目录
1 实验目的
1. 通过“示例:带有多层感知器的姓氏分类”,掌握多层感知器在多层分类中的应用
2. 掌握每种类型的神经网络层对它所计算的数据张量的大小和形状的影响
3. 尝试带有dropout的SurnameClassifier模型,看看它如何更改结果
2 实验内容
2.1 多层感知机的实现
最简单的MLP由三个表示阶段和两个线性层组成。第一阶段是输入向量,这是给定给模型的向量。给定输入向量,第一个线性层计算一个隐藏向量——表示的第二阶段。使用这个隐藏的向量,第二个线性层计算一个输出向量。在多类设置中,输出向量是类数量的大小。图例只展示了一个隐藏的向量,但是有可能有多个中间阶段,每个阶段产生自己的隐藏向量。最终的隐藏向量总是通过线性层和非线性的组合映射到输出向量。
MLP的能力来自于使用线性层之间的非线性激活函数来扭曲样本的表示空间,使得最后能用一个超平面进行划分。
使用pytorch实现MLP
class MultilayerPerceptron(nn.Module):
def __init__(self, input_dim, hidden_dim, output_dim):
"""
Args:
input_dim (int): the size of the input vectors
hidden_dim (int): the output size of the first Linear layer
output_dim (int): the output size of the second Linear layer
"""
super(MultilayerPerceptron, self).__init__()
self.fc1 = nn.Linear(input_dim, hidden_dim)
self.fc2 = nn.Linear(hidden_dim, output_dim)
def forward(self, x_in, apply_softmax=False):
"""The forward pass of the MLP
Args:
x_in (torch.Tensor): an input data tensor.
x_in.shape should be (batch, input_dim)
apply_softmax (bool): a flag for the softmax activation
should be false if used with the Cross Entropy losses
Returns:
the resulting tensor. tensor.shape should be (batch, output_dim)
"""
intermediate = F.relu(self.fc1(x_in))
output = self.fc2(intermediate)
if apply_softmax:
output = F.softmax(output, dim=1)
return output
结构和上述图例一致,使用nn.Linear构建线性层,nn,functional调用激活函数relu
2.2 使用多层感知机对姓氏的国籍进行分类
首先需要一个改写的数据集类对数据集进行划分处理(包括数据类别占比平衡,训练、验证、测试集划分等)。相应的,创建一个调用DataLoader实例的函数,用来载入每次训练所需数据。
class SurnameDataset(Dataset):
def __init__(self, surname_df, vectorizer):
"""
Args:
name_df (pandas.DataFrame): the dataset
vectorizer (SurnameVectorizer): vectorizer instatiated from dataset
"""
self.surname_df = surname_df
self._vectorizer = vectorizer
self.train_df = self.surname_df[self.surname_df.split=='train']
self.train_size = len(self.train_df)
self.val_df = self.surname_df[self.surname_df.split=='val']

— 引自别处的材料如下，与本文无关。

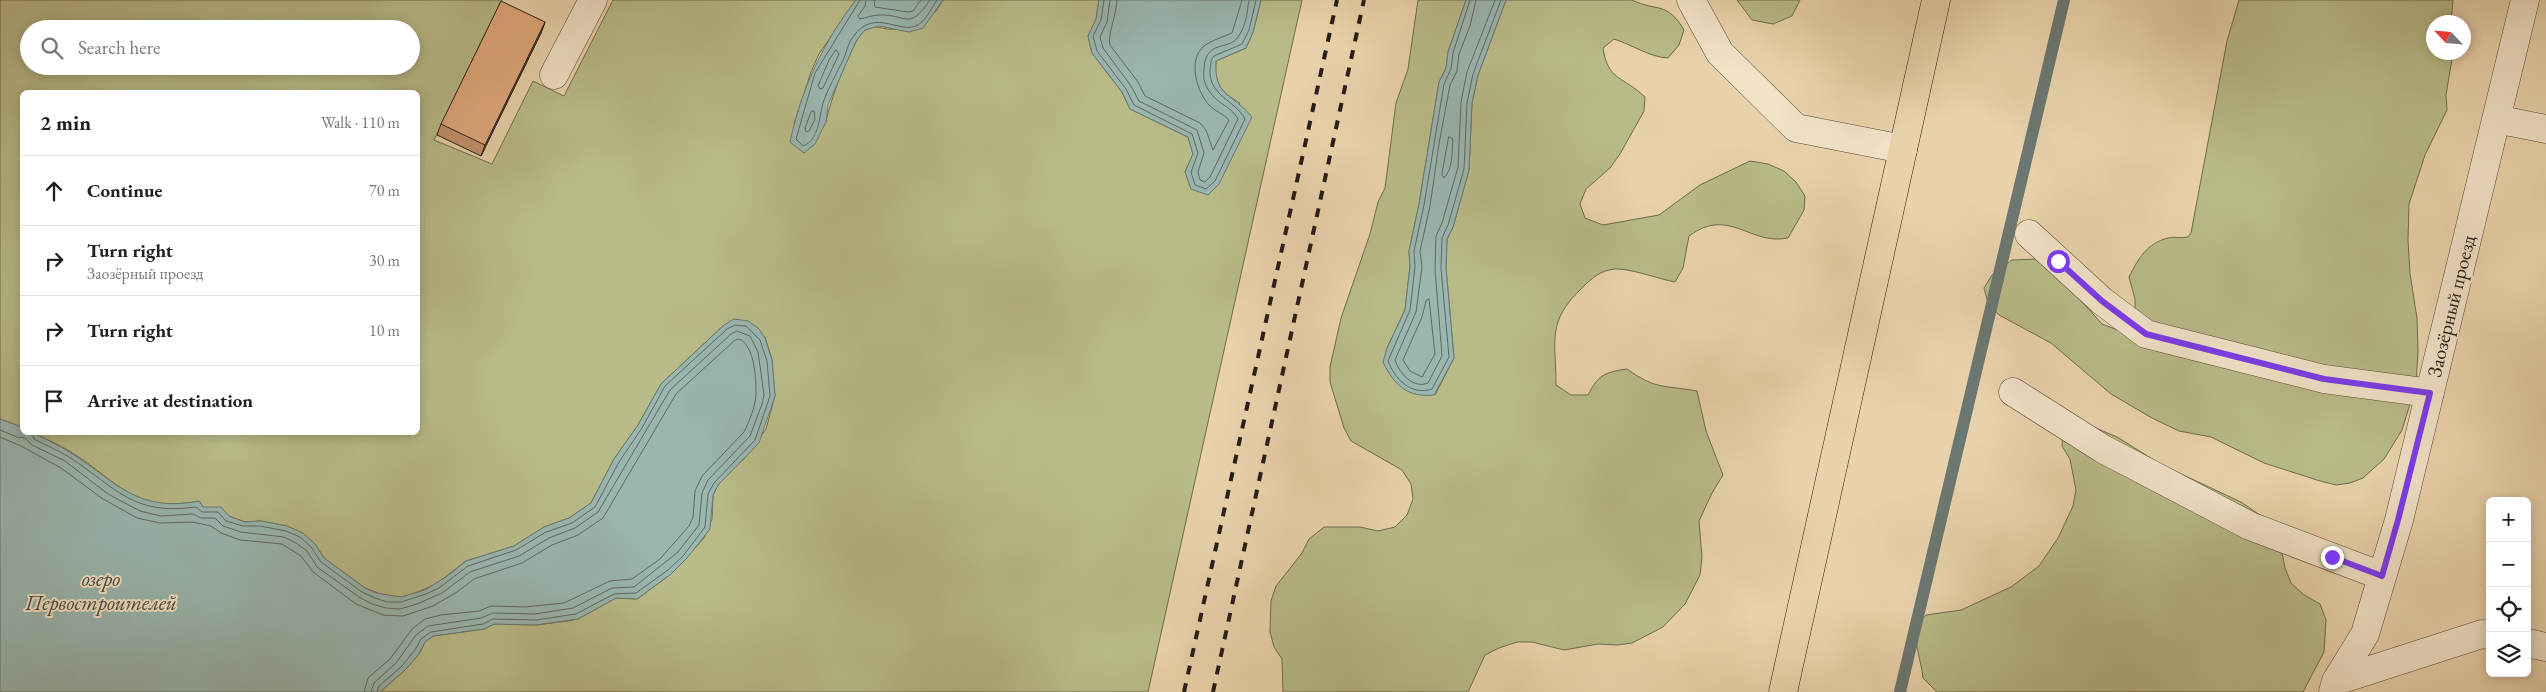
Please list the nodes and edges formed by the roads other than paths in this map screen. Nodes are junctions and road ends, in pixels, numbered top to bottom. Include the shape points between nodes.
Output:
1 (593, 0) edge
2 (1691, 0) edge
3 (1936, 0) edge
4 (2525, 0) edge
5 (554, 75) dead end
6 (2496, 119) junction
7 (2546, 129) edge
8 (1903, 149) junction
9 (2029, 234) dead end
10 (2013, 392) dead end
11 (2430, 393) junction
12 (2382, 576) junction
13 (2486, 634) edge
14 (2531, 644) edge
15 (2546, 647) edge
16 (2335, 687) edge
17 (1783, 692) edge

1 - 5 street
2 - 8 street via 1720,53 1796,128
3 - 8 main road
4 - 6 street, Заозёрный проезд
6 - 7 street
6 - 11 street, Заозёрный проезд
8 - 17 main road
9 - 11 street via 2102,301 2146,334 2324,379
10 - 12 street via 2103,449 2250,526
11 - 12 street, Заозёрный проезд
12 - 16 street, Заозёрный проезд via 2365,634
13 - 16 street
14 - 15 street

self.validation_size = len(self.val_df)
self.test_df = self.surname_df[self.surname_df.split=='test']
self.test_size = len(self.test_df)
self._lookup_dict = {'train': (self.train_df, self.train_size),
'val': (self.val_df, self.validation_size),
'test': (self.test_df, self.test_size)}
self.set_split('train')
# Class weights
class_counts = surname_df.nationality.value_counts().to_dict()
def sort_key(item):
return self._vectorizer.nationality_vocab.lookup_token(item[0])
sorted_counts = sorted(class_counts.items(), key=sort_key)

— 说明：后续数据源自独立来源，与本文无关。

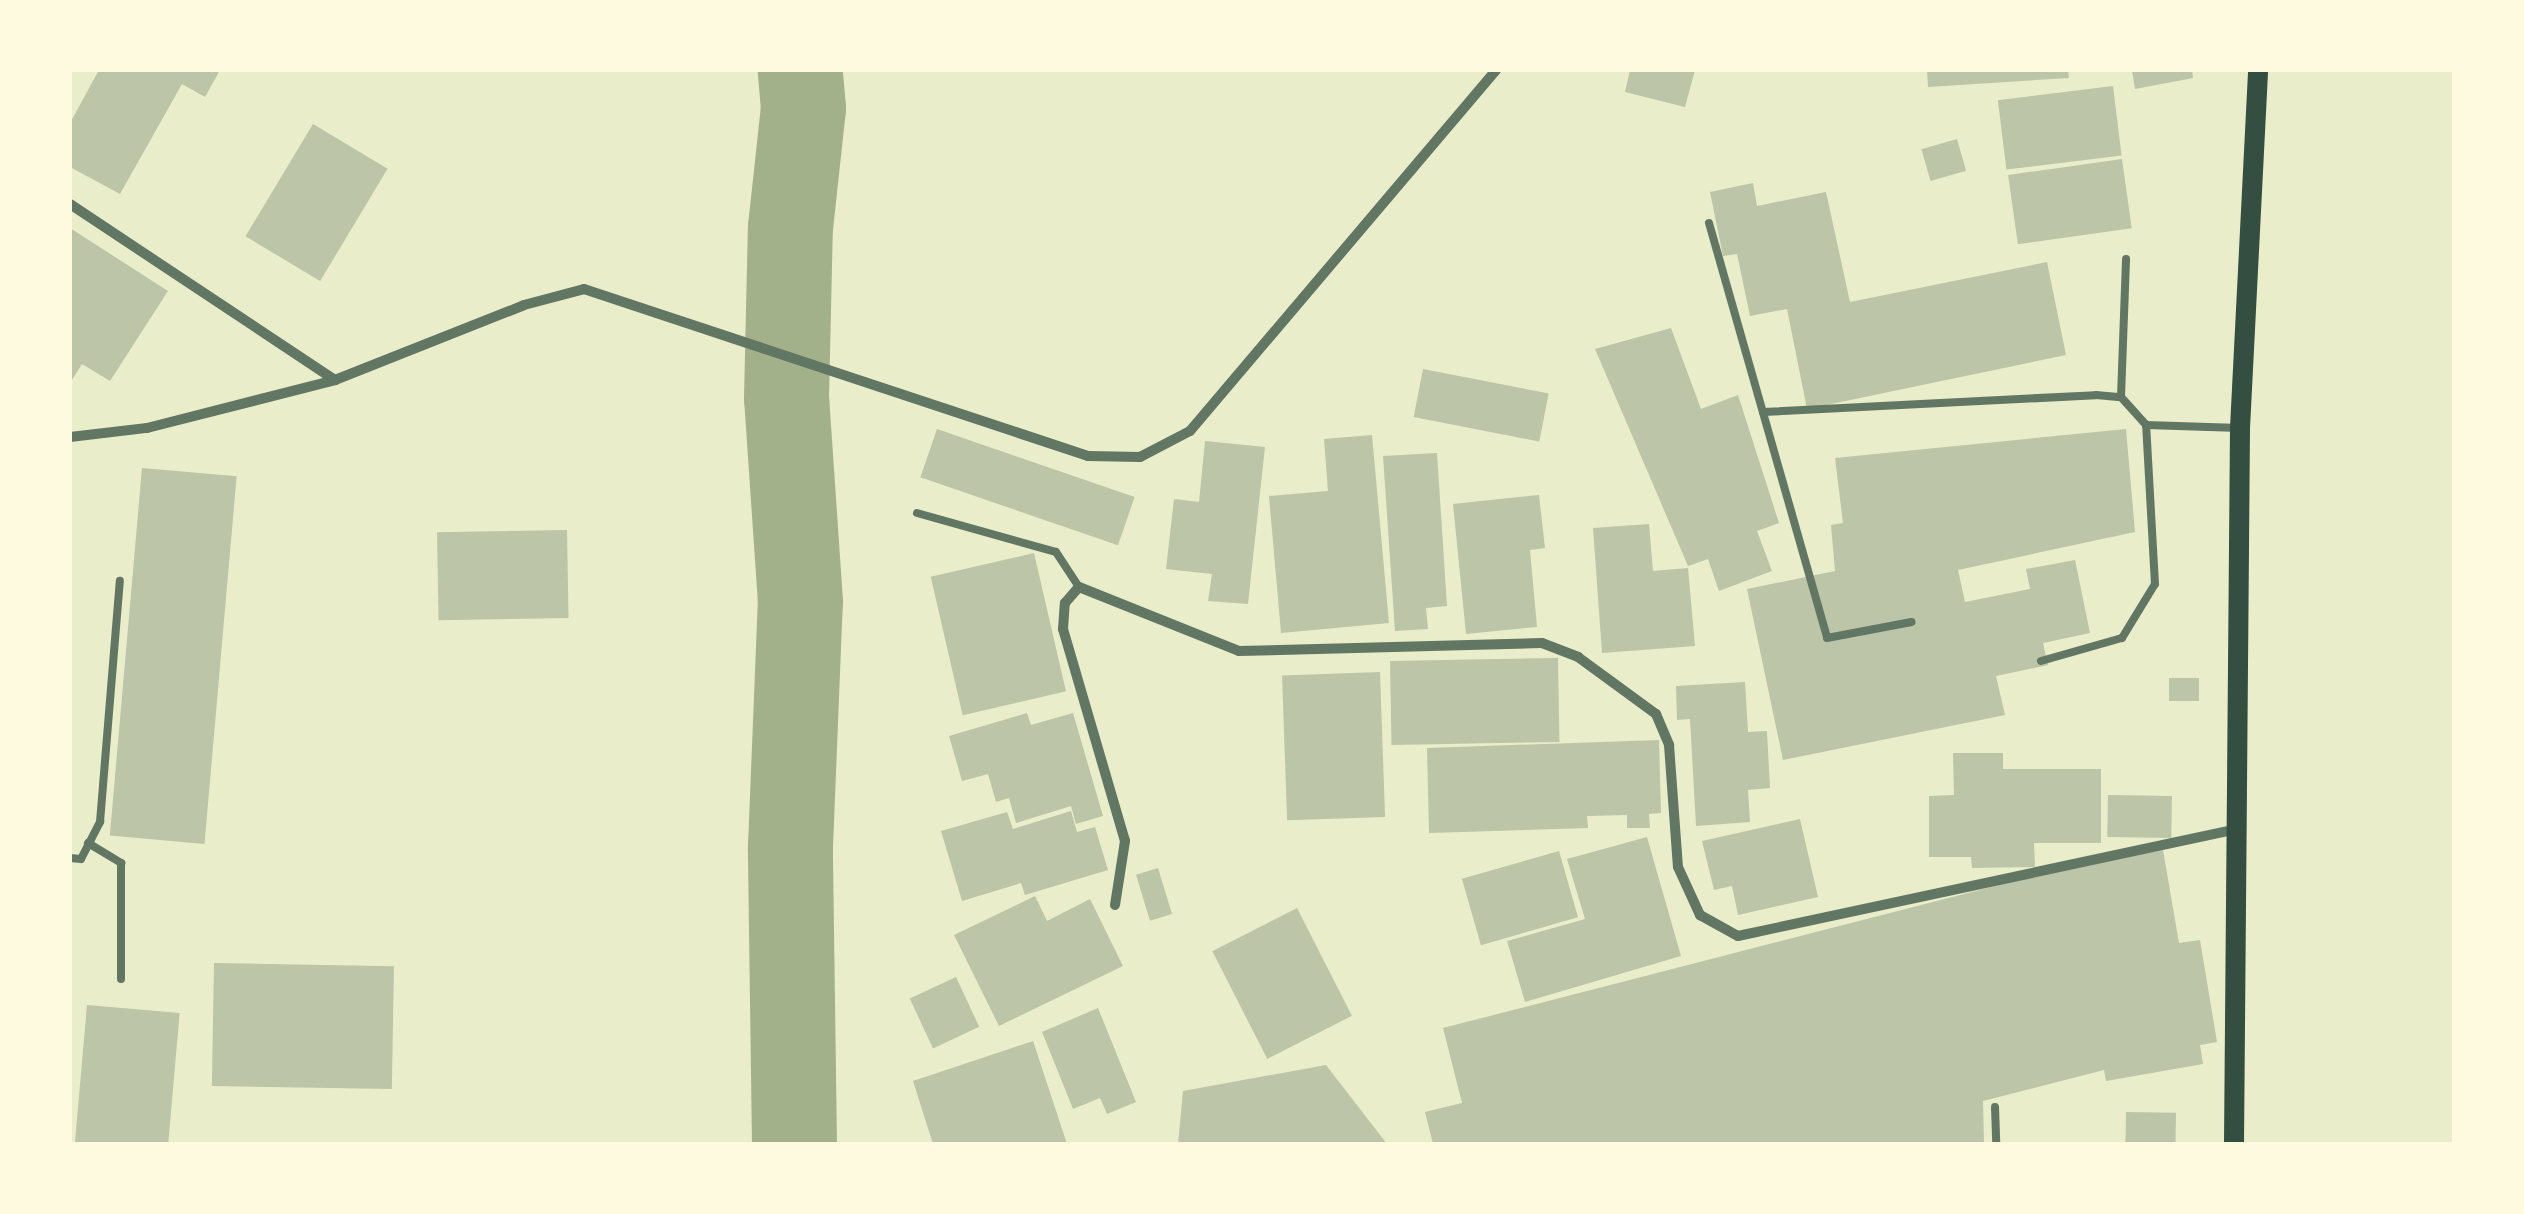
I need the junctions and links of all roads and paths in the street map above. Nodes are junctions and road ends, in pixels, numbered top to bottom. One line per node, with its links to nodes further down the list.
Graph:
1 (1496, 70): 6 (street)
2 (2258, 70): 10 (main road)
3 (70, 204): 6 (street)
4 (1709, 223): 8 (lane)
5 (2126, 259): 7 (lane)
6 (335, 380): 11 (street)
7 (2121, 397): 8 (lane); 9 (lane)
8 (1763, 412): 15 (lane)
9 (2146, 425): 10 (lane); 16 (lane)
10 (2240, 428): 17 (main road)
11 (70, 437)
12 (917, 513): 14 (lane)
13 (120, 581): 18 (lane)
14 (1080, 587): 17 (street); 20 (street)
15 (1912, 622)
16 (2041, 661)
17 (2238, 828): 24 (main road)
18 (88, 844): 19 (lane); 21 (lane)
19 (70, 858)
20 (1115, 905)
21 (121, 980)
22 (1994, 1106): 23 (lane)
23 (1996, 1144)
24 (2234, 1144)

frequencies = [count for _, count in sorted_counts]
self.class_weights = 1.0 / torch.tensor(frequencies, dtype=torch.float32)
@classmethod
def load_dataset_and_make_vectorizer(cls, surname_csv):
"""Load dataset and make a new vectorizer from scratch
Args:
surname_csv (str): location of the dataset
Returns:
an instance of SurnameDataset
"""
surname_df = pd.read_csv(surname_csv)
train_surname_df = surname_df[surname_df.split=='train']
return cls(surname_df, SurnameVectorizer.from_dataframe(train_surname_df))
@classmethod
def load_dataset_and_load_vectorizer(cls, surname_csv, vectorizer_filepath):
"""Load dataset and the corresponding vectorizer.

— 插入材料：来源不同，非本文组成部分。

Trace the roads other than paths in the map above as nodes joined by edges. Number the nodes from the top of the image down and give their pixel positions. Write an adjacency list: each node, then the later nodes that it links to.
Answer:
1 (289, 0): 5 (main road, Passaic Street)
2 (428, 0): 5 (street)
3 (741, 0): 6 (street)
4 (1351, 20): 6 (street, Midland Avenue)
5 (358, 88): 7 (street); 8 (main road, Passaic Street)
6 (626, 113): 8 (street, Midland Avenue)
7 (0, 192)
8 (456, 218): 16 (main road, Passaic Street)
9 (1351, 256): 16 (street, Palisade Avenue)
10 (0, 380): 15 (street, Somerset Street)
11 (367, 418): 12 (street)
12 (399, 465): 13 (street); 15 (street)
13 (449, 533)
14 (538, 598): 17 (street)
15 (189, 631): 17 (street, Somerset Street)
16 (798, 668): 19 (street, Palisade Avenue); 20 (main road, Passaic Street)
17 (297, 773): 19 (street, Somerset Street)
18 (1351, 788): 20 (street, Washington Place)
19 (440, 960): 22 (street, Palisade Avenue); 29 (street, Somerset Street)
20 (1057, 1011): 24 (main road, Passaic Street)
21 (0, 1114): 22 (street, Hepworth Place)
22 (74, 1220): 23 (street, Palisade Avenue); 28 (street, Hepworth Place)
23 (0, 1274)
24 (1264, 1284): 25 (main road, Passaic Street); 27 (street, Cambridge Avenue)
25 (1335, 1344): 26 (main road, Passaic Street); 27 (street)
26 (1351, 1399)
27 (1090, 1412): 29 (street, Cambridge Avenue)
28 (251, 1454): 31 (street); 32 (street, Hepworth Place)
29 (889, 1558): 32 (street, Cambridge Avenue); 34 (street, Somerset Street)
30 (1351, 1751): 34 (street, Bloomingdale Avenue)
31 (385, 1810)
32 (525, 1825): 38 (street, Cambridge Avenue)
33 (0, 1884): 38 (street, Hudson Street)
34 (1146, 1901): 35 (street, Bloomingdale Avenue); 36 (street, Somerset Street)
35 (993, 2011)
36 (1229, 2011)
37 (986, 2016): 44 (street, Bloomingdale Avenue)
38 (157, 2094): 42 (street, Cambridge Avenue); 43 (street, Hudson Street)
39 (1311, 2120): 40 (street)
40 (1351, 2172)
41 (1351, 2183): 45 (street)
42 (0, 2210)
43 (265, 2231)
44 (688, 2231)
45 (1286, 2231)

Used in the case in the vectorizer has been cached for re-use
Args:
surname_csv (str): location of the dataset
vectorizer_filepath (str): location of the saved vectorizer
Returns:
an instance of SurnameDataset
"""
surname_df = pd.read_csv(surname_csv)
vectorizer = cls.load_vectorizer_only(vectorizer_filepath)
return cls(surname_df, vectorizer)
@staticmethod
def load_vectorizer_only(vectorizer_filepath):
"""a static method for loading the vectorizer from file
Args:
vectorizer_filepath (str): the location of the serialized vectorizer
Returns:
an instance of SurnameDataset
"""
with open(vectorizer_filepath) as fp:
return SurnameVectorizer.from_serializable(json.load(fp))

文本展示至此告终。